Task goal: Look through the records below and collect all lines that hold the string "each".
-- Data for the task follows --
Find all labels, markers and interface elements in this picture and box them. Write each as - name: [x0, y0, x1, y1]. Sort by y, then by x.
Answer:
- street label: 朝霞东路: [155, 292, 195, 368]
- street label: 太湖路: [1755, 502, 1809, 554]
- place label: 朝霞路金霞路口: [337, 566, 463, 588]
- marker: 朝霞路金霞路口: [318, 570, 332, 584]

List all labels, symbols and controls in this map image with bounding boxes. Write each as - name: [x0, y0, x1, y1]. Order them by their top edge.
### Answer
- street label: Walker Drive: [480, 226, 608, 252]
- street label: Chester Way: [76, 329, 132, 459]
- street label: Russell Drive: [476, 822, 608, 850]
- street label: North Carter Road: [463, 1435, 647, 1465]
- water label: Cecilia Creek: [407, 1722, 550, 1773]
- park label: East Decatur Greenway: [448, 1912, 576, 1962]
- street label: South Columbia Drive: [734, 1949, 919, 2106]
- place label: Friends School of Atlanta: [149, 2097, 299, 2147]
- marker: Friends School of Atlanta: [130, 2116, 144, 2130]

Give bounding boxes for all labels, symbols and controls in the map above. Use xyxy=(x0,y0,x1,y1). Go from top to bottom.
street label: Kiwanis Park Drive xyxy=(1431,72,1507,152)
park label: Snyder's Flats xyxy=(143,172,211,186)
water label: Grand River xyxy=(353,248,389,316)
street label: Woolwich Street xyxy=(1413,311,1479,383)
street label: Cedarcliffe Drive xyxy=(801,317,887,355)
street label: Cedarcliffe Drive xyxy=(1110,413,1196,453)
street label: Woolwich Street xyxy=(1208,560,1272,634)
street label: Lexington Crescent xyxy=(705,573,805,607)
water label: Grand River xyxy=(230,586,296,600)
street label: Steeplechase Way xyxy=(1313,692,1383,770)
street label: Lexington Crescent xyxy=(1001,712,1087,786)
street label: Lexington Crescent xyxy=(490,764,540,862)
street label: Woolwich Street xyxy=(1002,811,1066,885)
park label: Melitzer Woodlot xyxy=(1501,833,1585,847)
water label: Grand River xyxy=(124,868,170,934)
-- Data for the task concluded --
The answer:
Find all labels, markers and interface elements in this picture and box them. Write each as - name: [x0, y0, x1, y1]. Sort by y, then by x.
List all labels, symbols and controls in this map image with bounding boxes. Write each as - name: [x0, y0, x1, y1]. Order them by their top edge.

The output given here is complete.